Content starts

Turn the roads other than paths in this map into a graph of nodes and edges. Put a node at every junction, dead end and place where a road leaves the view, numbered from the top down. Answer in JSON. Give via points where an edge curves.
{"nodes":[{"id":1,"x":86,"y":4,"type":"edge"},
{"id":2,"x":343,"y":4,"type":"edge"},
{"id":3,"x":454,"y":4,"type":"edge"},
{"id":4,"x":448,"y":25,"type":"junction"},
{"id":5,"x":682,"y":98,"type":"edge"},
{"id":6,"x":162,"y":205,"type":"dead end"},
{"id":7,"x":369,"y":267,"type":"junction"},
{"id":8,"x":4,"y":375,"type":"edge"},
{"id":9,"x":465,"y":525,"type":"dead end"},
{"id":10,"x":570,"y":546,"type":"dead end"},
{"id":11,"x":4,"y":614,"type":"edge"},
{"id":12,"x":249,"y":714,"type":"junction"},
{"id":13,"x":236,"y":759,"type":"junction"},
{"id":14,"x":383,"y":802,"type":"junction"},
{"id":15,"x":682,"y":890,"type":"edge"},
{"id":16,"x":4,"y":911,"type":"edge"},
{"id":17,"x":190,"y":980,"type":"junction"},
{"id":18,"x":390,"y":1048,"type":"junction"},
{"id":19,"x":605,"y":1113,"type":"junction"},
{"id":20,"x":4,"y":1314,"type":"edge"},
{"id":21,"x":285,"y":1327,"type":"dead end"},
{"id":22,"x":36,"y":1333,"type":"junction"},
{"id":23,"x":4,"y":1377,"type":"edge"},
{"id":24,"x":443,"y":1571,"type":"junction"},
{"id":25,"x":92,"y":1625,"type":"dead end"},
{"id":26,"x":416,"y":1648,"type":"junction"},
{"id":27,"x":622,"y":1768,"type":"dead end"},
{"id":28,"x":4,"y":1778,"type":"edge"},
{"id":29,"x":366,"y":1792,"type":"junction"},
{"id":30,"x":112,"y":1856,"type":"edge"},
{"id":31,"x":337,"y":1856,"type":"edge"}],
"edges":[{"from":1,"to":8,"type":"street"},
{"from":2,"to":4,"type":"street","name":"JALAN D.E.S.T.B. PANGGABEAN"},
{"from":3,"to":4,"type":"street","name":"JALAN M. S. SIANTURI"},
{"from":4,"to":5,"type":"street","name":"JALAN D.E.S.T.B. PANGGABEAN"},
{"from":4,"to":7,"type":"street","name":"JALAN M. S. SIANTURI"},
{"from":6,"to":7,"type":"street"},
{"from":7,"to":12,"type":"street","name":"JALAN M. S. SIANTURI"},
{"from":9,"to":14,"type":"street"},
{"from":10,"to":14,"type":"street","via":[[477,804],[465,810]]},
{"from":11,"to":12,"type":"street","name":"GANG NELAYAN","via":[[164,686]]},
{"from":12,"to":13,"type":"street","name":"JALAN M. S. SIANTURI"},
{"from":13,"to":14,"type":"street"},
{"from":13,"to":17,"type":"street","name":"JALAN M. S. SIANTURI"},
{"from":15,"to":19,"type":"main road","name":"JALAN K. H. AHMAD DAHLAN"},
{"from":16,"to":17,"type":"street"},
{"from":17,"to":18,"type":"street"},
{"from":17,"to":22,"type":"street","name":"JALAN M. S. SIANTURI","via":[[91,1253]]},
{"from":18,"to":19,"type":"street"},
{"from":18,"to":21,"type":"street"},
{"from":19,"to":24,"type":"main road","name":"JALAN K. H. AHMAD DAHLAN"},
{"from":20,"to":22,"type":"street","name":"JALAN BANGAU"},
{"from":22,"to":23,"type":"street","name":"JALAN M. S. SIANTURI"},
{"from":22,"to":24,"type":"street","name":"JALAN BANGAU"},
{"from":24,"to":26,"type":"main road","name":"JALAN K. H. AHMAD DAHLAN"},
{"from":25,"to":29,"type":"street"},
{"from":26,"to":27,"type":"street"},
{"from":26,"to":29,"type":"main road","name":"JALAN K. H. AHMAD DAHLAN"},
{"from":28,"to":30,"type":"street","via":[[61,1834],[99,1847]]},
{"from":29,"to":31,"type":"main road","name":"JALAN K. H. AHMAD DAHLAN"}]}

Content ends

**Exercise:**
The answer must consist of every line above that holds the string "DAHLAN", copied exactly.

**Solution:**
{"from":15,"to":19,"type":"main road","name":"JALAN K. H. AHMAD DAHLAN"},
{"from":19,"to":24,"type":"main road","name":"JALAN K. H. AHMAD DAHLAN"},
{"from":24,"to":26,"type":"main road","name":"JALAN K. H. AHMAD DAHLAN"},
{"from":26,"to":29,"type":"main road","name":"JALAN K. H. AHMAD DAHLAN"},
{"from":29,"to":31,"type":"main road","name":"JALAN K. H. AHMAD DAHLAN"}]}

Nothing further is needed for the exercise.